Stored items

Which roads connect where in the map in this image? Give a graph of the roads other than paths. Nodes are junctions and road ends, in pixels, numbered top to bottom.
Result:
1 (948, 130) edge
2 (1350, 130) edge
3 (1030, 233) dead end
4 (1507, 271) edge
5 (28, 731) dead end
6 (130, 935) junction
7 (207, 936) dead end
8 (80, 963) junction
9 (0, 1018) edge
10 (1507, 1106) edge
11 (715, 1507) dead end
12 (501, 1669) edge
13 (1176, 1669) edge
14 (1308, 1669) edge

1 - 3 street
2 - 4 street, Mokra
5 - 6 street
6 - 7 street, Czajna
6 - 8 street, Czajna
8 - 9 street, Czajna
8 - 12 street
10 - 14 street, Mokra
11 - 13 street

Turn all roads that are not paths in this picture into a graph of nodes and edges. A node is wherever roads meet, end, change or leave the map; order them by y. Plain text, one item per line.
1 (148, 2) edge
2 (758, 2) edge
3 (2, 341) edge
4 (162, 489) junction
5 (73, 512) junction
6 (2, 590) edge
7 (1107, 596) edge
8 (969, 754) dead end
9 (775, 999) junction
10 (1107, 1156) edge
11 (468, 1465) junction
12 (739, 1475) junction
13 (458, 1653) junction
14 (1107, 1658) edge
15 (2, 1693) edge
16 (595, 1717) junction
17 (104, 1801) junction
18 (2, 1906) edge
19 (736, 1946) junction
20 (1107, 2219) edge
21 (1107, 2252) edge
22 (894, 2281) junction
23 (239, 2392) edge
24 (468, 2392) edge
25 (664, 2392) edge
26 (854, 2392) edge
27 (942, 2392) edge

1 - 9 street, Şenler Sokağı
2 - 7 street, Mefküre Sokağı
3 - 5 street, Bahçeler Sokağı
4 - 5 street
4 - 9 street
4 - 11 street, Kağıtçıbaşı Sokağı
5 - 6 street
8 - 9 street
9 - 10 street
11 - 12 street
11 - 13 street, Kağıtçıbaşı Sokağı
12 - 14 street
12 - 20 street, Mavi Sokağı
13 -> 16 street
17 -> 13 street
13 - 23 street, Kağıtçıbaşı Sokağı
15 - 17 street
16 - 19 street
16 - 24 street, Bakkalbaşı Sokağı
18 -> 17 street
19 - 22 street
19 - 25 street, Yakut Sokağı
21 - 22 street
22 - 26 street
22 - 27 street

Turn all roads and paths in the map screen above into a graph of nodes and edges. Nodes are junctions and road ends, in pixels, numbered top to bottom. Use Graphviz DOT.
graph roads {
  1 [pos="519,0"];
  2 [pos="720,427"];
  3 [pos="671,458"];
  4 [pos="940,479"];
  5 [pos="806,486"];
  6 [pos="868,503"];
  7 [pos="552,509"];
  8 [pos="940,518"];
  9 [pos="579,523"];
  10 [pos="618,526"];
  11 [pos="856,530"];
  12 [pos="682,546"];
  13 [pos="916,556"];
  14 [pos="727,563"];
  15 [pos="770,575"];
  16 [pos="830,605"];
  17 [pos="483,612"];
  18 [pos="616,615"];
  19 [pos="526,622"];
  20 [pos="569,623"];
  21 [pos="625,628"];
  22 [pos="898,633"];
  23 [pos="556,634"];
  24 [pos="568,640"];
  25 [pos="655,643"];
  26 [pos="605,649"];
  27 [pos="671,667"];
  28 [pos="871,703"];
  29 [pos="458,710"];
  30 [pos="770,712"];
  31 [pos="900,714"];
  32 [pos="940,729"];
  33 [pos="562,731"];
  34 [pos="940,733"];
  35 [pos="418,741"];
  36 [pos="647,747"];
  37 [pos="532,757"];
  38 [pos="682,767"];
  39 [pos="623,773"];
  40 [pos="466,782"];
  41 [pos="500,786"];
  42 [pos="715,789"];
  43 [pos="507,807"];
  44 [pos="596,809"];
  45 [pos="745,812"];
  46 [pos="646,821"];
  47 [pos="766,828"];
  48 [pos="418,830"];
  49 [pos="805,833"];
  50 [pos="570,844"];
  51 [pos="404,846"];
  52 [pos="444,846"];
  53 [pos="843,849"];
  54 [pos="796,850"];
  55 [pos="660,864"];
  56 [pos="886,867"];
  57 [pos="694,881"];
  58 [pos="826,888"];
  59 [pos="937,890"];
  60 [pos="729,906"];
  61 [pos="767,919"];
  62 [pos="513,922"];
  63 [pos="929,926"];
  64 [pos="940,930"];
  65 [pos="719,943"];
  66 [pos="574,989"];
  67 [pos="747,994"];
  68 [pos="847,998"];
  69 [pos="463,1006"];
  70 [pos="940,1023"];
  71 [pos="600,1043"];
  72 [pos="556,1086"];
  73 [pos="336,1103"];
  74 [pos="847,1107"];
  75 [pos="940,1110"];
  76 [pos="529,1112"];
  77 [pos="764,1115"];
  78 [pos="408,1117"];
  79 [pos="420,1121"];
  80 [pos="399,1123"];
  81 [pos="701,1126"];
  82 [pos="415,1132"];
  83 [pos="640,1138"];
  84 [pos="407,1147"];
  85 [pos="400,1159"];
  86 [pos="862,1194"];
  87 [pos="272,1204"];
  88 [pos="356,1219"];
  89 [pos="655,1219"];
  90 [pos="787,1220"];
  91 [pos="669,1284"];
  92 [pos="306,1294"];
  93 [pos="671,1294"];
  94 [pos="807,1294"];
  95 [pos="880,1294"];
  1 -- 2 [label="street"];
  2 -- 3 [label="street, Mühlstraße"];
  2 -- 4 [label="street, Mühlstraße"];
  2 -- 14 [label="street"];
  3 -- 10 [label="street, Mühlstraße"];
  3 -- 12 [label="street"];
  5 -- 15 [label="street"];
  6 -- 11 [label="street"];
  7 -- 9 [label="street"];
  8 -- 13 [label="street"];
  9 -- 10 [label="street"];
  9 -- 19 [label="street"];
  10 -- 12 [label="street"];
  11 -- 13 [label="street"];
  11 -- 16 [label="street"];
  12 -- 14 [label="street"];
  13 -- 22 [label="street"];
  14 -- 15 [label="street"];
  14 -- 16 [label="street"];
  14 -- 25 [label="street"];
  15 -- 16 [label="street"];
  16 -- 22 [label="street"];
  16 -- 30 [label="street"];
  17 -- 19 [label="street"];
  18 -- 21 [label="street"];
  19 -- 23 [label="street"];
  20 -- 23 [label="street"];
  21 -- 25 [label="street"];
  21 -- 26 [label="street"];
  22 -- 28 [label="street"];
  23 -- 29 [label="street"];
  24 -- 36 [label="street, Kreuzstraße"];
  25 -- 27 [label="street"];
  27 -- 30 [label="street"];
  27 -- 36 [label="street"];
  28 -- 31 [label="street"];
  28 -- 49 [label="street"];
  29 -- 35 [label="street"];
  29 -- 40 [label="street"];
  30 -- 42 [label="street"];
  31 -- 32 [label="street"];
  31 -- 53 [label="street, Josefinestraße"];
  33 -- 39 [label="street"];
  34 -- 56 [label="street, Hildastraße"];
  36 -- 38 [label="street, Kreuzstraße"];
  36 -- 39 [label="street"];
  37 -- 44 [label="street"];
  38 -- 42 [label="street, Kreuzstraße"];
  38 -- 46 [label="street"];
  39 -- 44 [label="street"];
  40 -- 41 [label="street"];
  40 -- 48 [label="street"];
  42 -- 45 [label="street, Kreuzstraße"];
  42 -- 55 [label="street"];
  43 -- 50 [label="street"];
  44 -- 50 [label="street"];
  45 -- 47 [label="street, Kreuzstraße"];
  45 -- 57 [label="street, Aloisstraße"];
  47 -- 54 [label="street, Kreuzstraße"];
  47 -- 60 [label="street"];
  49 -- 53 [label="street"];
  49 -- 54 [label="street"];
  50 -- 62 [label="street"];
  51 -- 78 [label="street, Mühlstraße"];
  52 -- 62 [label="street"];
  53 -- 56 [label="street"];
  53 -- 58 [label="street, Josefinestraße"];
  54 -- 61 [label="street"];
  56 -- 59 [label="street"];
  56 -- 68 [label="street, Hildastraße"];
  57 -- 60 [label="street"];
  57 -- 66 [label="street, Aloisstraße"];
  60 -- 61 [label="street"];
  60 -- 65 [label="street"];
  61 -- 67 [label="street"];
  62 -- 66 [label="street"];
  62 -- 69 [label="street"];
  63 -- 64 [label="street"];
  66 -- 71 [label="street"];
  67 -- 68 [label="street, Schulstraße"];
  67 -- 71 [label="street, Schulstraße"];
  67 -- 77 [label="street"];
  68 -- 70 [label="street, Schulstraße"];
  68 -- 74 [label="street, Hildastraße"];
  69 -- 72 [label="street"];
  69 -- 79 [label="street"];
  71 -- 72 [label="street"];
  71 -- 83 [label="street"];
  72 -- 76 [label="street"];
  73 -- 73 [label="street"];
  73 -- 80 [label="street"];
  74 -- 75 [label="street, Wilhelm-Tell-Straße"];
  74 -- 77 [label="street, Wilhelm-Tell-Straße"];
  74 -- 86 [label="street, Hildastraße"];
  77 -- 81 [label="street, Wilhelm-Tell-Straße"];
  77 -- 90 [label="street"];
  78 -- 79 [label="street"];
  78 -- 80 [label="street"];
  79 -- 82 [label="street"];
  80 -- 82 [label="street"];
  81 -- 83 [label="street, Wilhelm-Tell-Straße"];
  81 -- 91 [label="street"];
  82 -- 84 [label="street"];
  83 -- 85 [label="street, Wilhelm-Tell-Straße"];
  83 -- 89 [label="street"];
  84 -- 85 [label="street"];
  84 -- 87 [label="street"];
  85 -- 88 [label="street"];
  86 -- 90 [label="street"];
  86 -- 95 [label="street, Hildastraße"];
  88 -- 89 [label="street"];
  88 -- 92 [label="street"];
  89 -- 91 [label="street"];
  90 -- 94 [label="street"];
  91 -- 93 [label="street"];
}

## What the exercise asks
Look through the entries above, find each line containing "Hildastraße", and copy it.

## Answer to this problem
  34 -- 56 [label="street, Hildastraße"];
  56 -- 68 [label="street, Hildastraße"];
  68 -- 74 [label="street, Hildastraße"];
  74 -- 86 [label="street, Hildastraße"];
  86 -- 95 [label="street, Hildastraße"];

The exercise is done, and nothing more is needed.